→ WHAT YOU NEED TO DO:
Please output all the entries word for word, without the pictures.

-- AVAILABLE DATA follows --

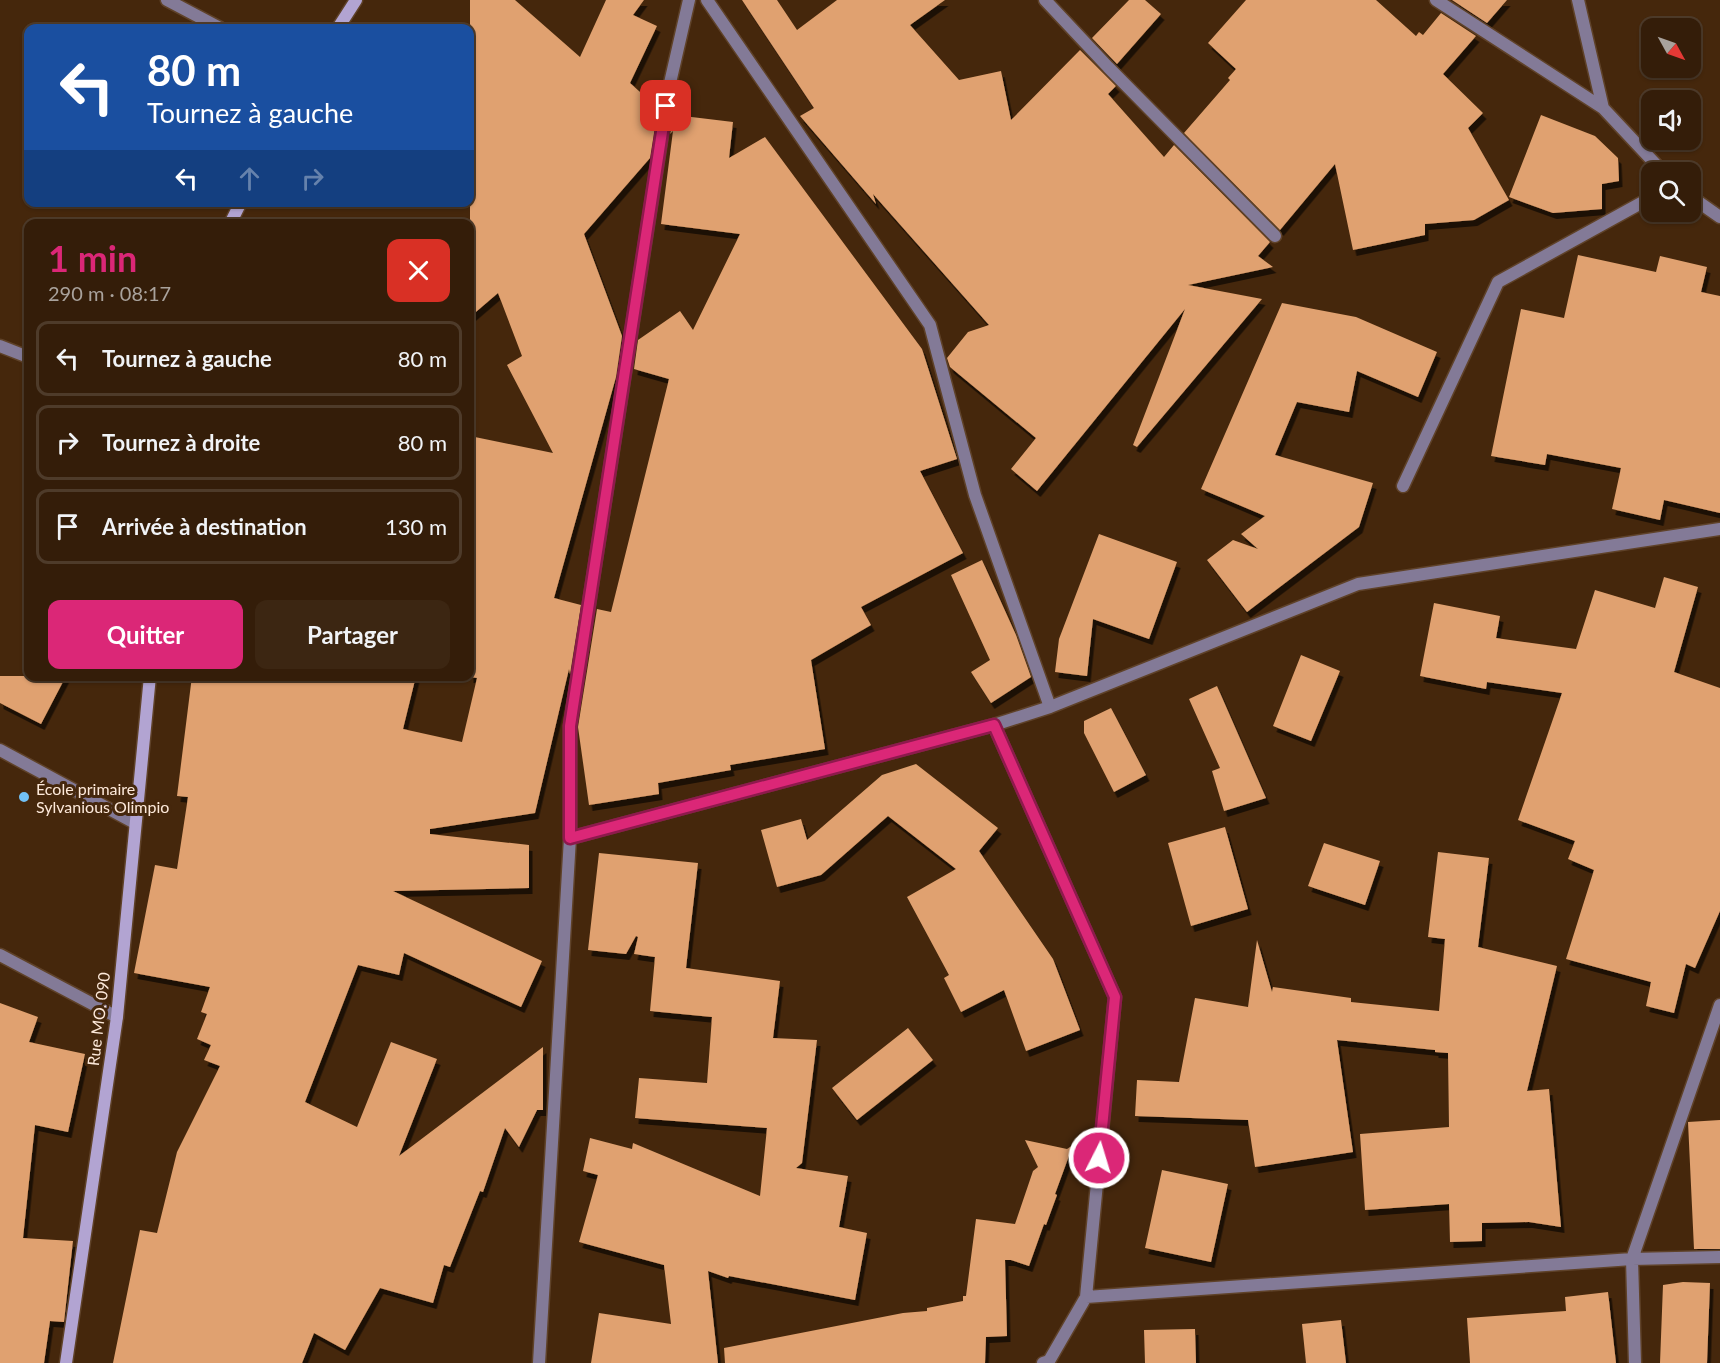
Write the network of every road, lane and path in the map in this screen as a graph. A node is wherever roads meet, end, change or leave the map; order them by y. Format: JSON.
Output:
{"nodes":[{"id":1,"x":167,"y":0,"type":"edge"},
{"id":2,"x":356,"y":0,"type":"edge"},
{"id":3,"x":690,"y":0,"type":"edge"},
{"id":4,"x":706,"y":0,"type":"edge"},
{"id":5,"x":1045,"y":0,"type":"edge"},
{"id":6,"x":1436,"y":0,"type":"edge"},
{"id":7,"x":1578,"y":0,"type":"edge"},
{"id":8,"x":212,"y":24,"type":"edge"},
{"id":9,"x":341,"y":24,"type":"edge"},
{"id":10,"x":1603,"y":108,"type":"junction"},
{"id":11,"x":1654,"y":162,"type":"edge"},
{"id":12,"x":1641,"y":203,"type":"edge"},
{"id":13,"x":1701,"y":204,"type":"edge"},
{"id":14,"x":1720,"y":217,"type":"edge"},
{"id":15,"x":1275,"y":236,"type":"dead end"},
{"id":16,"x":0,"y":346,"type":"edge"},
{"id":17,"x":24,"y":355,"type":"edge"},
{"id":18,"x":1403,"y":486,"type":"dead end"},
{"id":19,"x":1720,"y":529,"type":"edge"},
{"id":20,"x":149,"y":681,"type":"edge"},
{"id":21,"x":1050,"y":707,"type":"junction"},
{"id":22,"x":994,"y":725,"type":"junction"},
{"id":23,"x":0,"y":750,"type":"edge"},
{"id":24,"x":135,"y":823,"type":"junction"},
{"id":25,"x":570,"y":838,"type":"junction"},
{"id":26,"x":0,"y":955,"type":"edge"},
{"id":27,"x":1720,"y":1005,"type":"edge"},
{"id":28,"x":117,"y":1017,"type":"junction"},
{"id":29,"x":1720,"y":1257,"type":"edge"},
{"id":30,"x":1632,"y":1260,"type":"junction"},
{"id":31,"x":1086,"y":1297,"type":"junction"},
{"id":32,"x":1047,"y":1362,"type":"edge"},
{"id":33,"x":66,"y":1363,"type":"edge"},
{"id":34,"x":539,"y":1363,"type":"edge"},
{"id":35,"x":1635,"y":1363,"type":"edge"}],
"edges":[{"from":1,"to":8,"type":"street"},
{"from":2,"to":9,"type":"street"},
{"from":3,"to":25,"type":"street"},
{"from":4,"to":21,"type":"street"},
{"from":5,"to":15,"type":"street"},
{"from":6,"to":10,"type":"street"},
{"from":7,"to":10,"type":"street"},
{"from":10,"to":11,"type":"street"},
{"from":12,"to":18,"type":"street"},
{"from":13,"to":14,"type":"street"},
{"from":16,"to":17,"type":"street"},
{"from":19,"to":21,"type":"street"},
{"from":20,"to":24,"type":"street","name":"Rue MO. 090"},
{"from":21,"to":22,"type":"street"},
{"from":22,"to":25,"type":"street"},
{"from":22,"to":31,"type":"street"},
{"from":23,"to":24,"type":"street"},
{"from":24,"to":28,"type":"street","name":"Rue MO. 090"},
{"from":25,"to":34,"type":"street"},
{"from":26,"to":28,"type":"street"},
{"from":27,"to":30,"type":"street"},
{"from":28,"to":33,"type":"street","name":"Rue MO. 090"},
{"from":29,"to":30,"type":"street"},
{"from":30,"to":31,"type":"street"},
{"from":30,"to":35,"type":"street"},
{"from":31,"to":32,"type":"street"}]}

-- AVAILABLE DATA concluded --

→ ANSWER TO THIS PROBLEM:
Write the network of every road, lane and path in the map in this screen as a graph. A node is wherever roads meet, end, change or leave the map; order them by y. Format: JSON.
Output:
{"nodes":[{"id":1,"x":167,"y":0,"type":"edge"},
{"id":2,"x":356,"y":0,"type":"edge"},
{"id":3,"x":690,"y":0,"type":"edge"},
{"id":4,"x":706,"y":0,"type":"edge"},
{"id":5,"x":1045,"y":0,"type":"edge"},
{"id":6,"x":1436,"y":0,"type":"edge"},
{"id":7,"x":1578,"y":0,"type":"edge"},
{"id":8,"x":212,"y":24,"type":"edge"},
{"id":9,"x":341,"y":24,"type":"edge"},
{"id":10,"x":1603,"y":108,"type":"junction"},
{"id":11,"x":1654,"y":162,"type":"edge"},
{"id":12,"x":1641,"y":203,"type":"edge"},
{"id":13,"x":1701,"y":204,"type":"edge"},
{"id":14,"x":1720,"y":217,"type":"edge"},
{"id":15,"x":1275,"y":236,"type":"dead end"},
{"id":16,"x":0,"y":346,"type":"edge"},
{"id":17,"x":24,"y":355,"type":"edge"},
{"id":18,"x":1403,"y":486,"type":"dead end"},
{"id":19,"x":1720,"y":529,"type":"edge"},
{"id":20,"x":149,"y":681,"type":"edge"},
{"id":21,"x":1050,"y":707,"type":"junction"},
{"id":22,"x":994,"y":725,"type":"junction"},
{"id":23,"x":0,"y":750,"type":"edge"},
{"id":24,"x":135,"y":823,"type":"junction"},
{"id":25,"x":570,"y":838,"type":"junction"},
{"id":26,"x":0,"y":955,"type":"edge"},
{"id":27,"x":1720,"y":1005,"type":"edge"},
{"id":28,"x":117,"y":1017,"type":"junction"},
{"id":29,"x":1720,"y":1257,"type":"edge"},
{"id":30,"x":1632,"y":1260,"type":"junction"},
{"id":31,"x":1086,"y":1297,"type":"junction"},
{"id":32,"x":1047,"y":1362,"type":"edge"},
{"id":33,"x":66,"y":1363,"type":"edge"},
{"id":34,"x":539,"y":1363,"type":"edge"},
{"id":35,"x":1635,"y":1363,"type":"edge"}],
"edges":[{"from":1,"to":8,"type":"street"},
{"from":2,"to":9,"type":"street"},
{"from":3,"to":25,"type":"street"},
{"from":4,"to":21,"type":"street"},
{"from":5,"to":15,"type":"street"},
{"from":6,"to":10,"type":"street"},
{"from":7,"to":10,"type":"street"},
{"from":10,"to":11,"type":"street"},
{"from":12,"to":18,"type":"street"},
{"from":13,"to":14,"type":"street"},
{"from":16,"to":17,"type":"street"},
{"from":19,"to":21,"type":"street"},
{"from":20,"to":24,"type":"street","name":"Rue MO. 090"},
{"from":21,"to":22,"type":"street"},
{"from":22,"to":25,"type":"street"},
{"from":22,"to":31,"type":"street"},
{"from":23,"to":24,"type":"street"},
{"from":24,"to":28,"type":"street","name":"Rue MO. 090"},
{"from":25,"to":34,"type":"street"},
{"from":26,"to":28,"type":"street"},
{"from":27,"to":30,"type":"street"},
{"from":28,"to":33,"type":"street","name":"Rue MO. 090"},
{"from":29,"to":30,"type":"street"},
{"from":30,"to":31,"type":"street"},
{"from":30,"to":35,"type":"street"},
{"from":31,"to":32,"type":"street"}]}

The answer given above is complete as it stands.